1
votes

After Reaper failed to run repair on 18 nodes of Cassandra cluster, I ran a full repair of each node to fix the failed repair issue, after the full repair, Reaper executed successfully, but after a few days again the Reaper failed to run, I can see the following error in system.log

ERROR [RMI TCP Connection(33673)-10.196.83.241] 2021-09-01 09:01:18,005 RepairRunnable.java:276 - Repair session 81540931-0b20-11ec-a7fa-8d6977dd3c87 for range [(-606604147644314041,-98440495518284645], (-3131564913406859309,-3010160047914391044]] failed with error Terminate session is called
java.io.IOException: Terminate session is called
        at org.apache.cassandra.service.ActiveRepairService.terminateSessions(ActiveRepairService.java:191) ~[apache-cassandra-3.11.0.jar:3.11.0]

INFO  [Native-Transport-Requests-2] 2021-09-01 09:02:52,020 Message.java:619 - Unexpected exception during request; channel = [id: 0x1e99a957, L:/10.196.18.230:9042 ! R:/10.254.252.33:62100]
io.netty.channel.unix.Errors$NativeIoException: readAddress() failed: Connection timed out

in nodetool tpstats I can see some pending tasks

Pool Name                         Active   Pending
ReadStage                              0         0
Repair#18                              3        90
ValidationExecutor                     3         3 

Also in nodetool compactionstats there are 4 pending tasks:

-bash-4.2$ nodetool compactionstats
pending tasks: 4
- Main.visit: 1
- Main.post: 1
- Main.stream: 2

My question is why even after a full repair, reaper is still failing? and what is the root cause of pending repair?

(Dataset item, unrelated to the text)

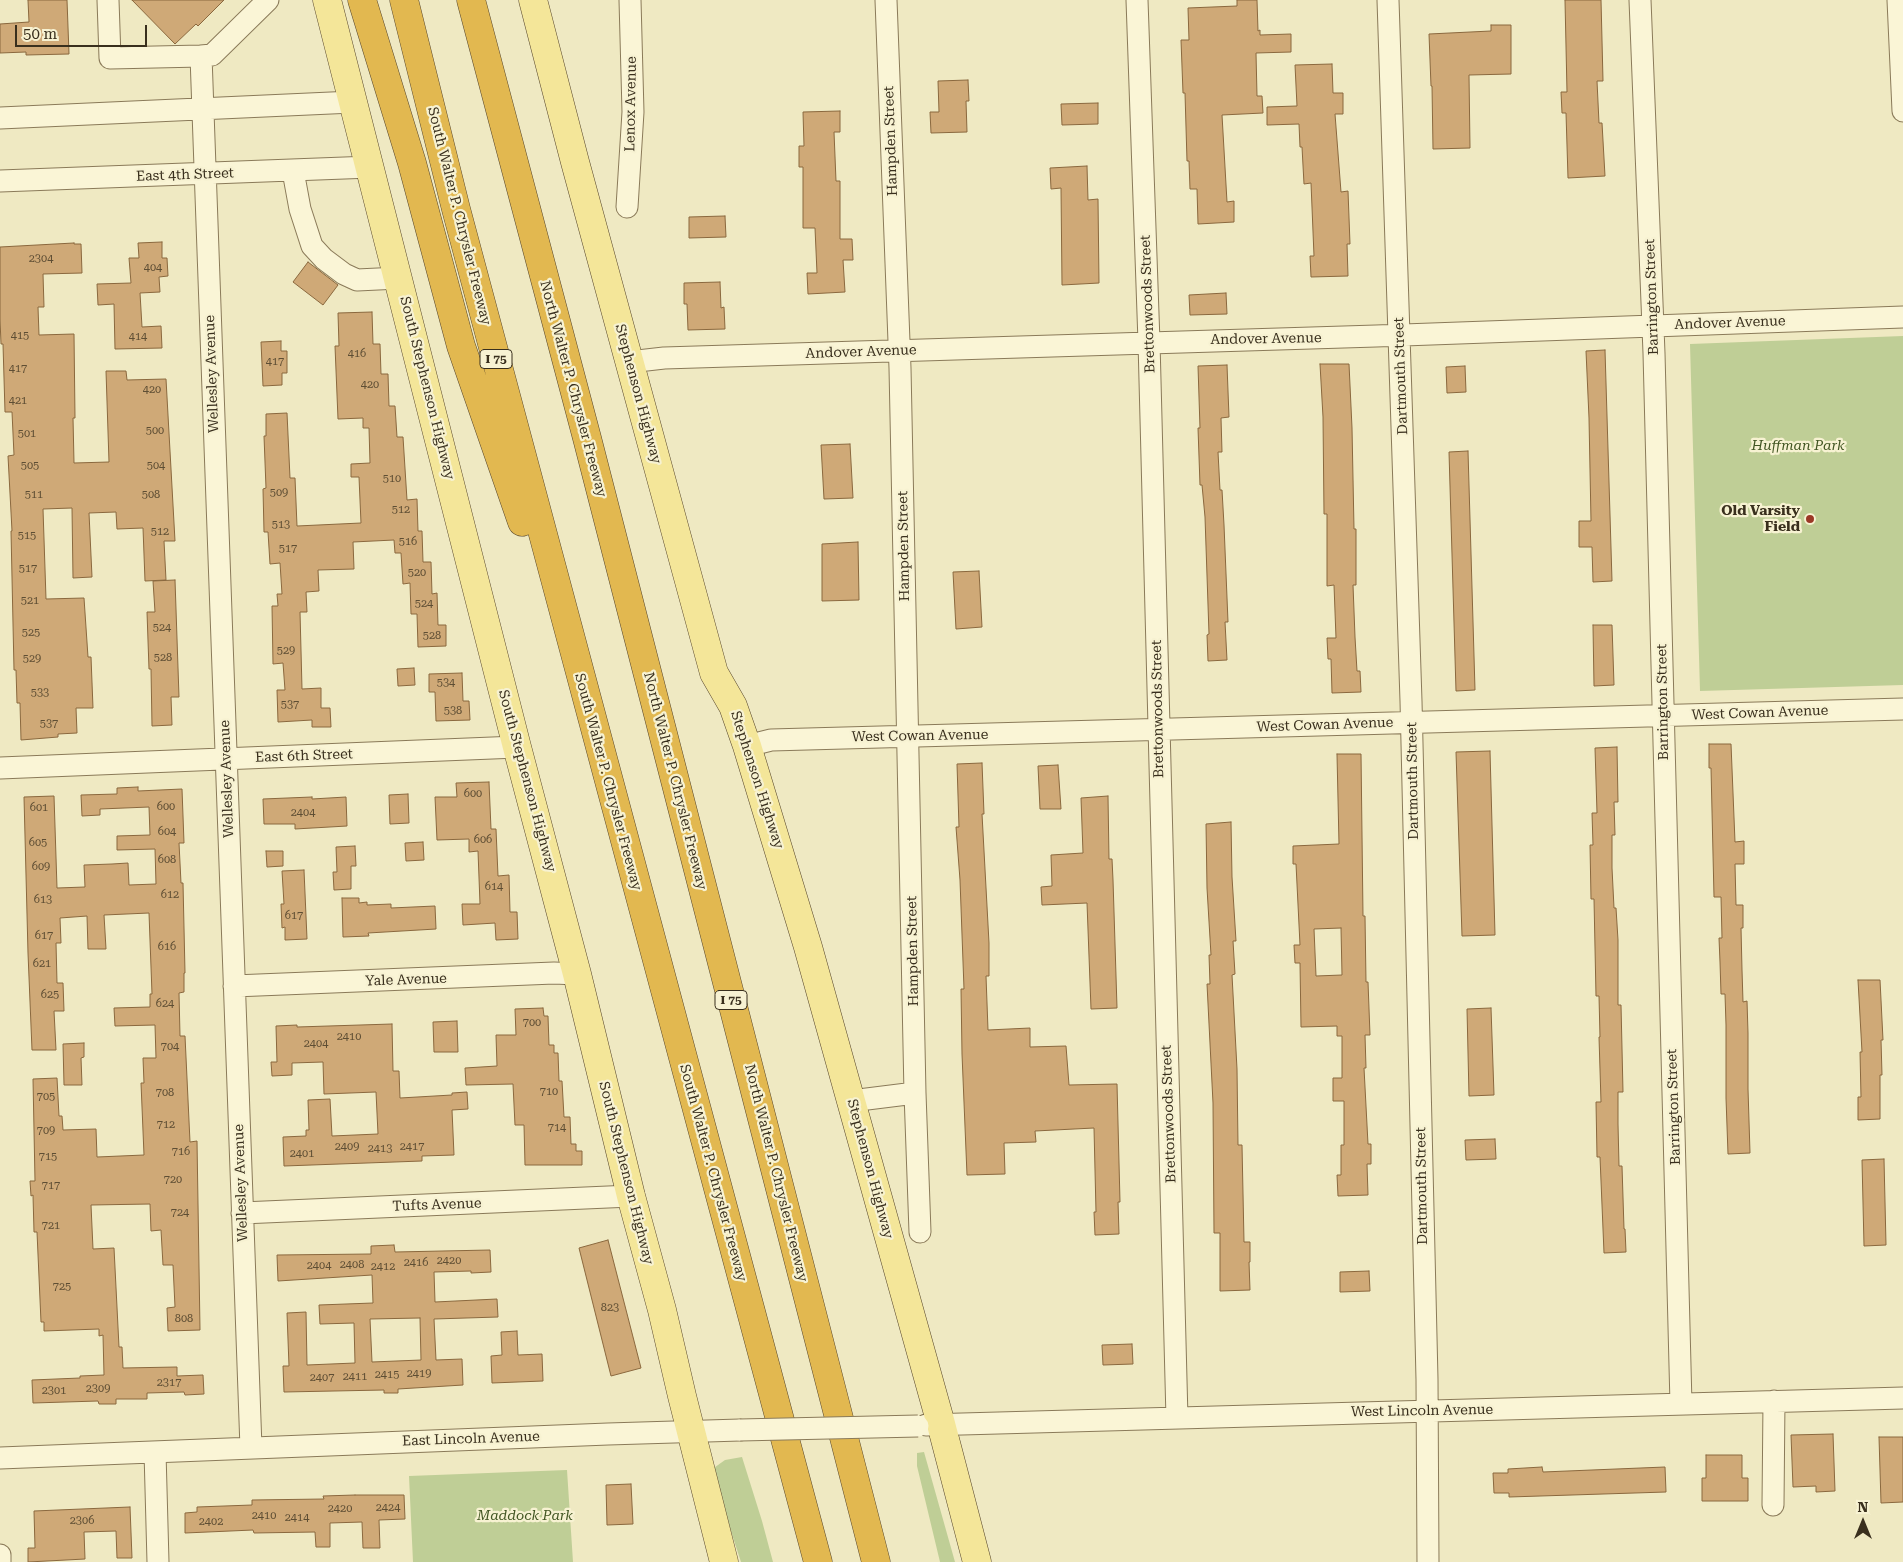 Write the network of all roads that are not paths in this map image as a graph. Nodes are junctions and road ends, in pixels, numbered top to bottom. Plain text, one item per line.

PS: version of Reaper is 2.2.3, not sure if it is a bug in Reaper!

2

2 Answers

2
votes

There could be a number of things taking place such as Reaper can't connect to the nodes via JMX (for whatever reason). It isn't possible to diagnose the problem with the limited information you've provided.

You'll need to check the Reaper logs for clues on the root cause.

As a side note, this isn't related to repairs and is a client/driver/app connecting to the node on the CQL port:

INFO  [Native-Transport-Requests-2] 2021-09-01 09:02:52,020 Message.java:619 - Unexpected exception during request; channel = [id: 0x1e99a957, L:/10.196.18.230:9042 ! R:/10.254.252.33:62100]
io.netty.channel.unix.Errors$NativeIoException: readAddress() failed: Connection timed out

Cheers!

1
votes

You most likely don't have enough segments in your Reaper repair definition, or the default timeout (30 mins) is too low for your repair. Segments (and the associated repair session) get terminated when they reach the timeout, in order to avoid stuck repairs. When tuned inappropriately, this can give the behavior you're observing. Nodetool doesn't set a timeout on repairs, which explains why it passes there. The good news is that nothing will prevent repair from passing with Reaper once tuned correctly.

We're currently working on adaptive repairs to have Reaper deal with this situation automatically, but in the meantime you'll need to deal with this manually. Check the list of segments in the UI and apply the following rule:

  • If you have less than 20% of segments failing, double the timeout by adjusting the hangingRepairTimeoutMins value in the config yaml.
  • If you have more than 20% of segments failing, double the number of segments.

Once repair passes at least twice, check the maximum duration of segments and further tune the number of segments to have them last at most 15 mins.

Assuming you're not running Cassandra 4.0 yet, now that you ran repair through nodetool, you have sstables which are marked as repaired like incremental repair would. This will create a problem as Reaper's repairs don't mark sstables as repaired and you now have two different sstables pools (repaired and unrepaired), which cannot be compacted together. You'll need to use the sstablerepairedset tool to mark all sstables as unrepaired to put all sstables back in the same pool. Please read the documentation to learn how to achieve this.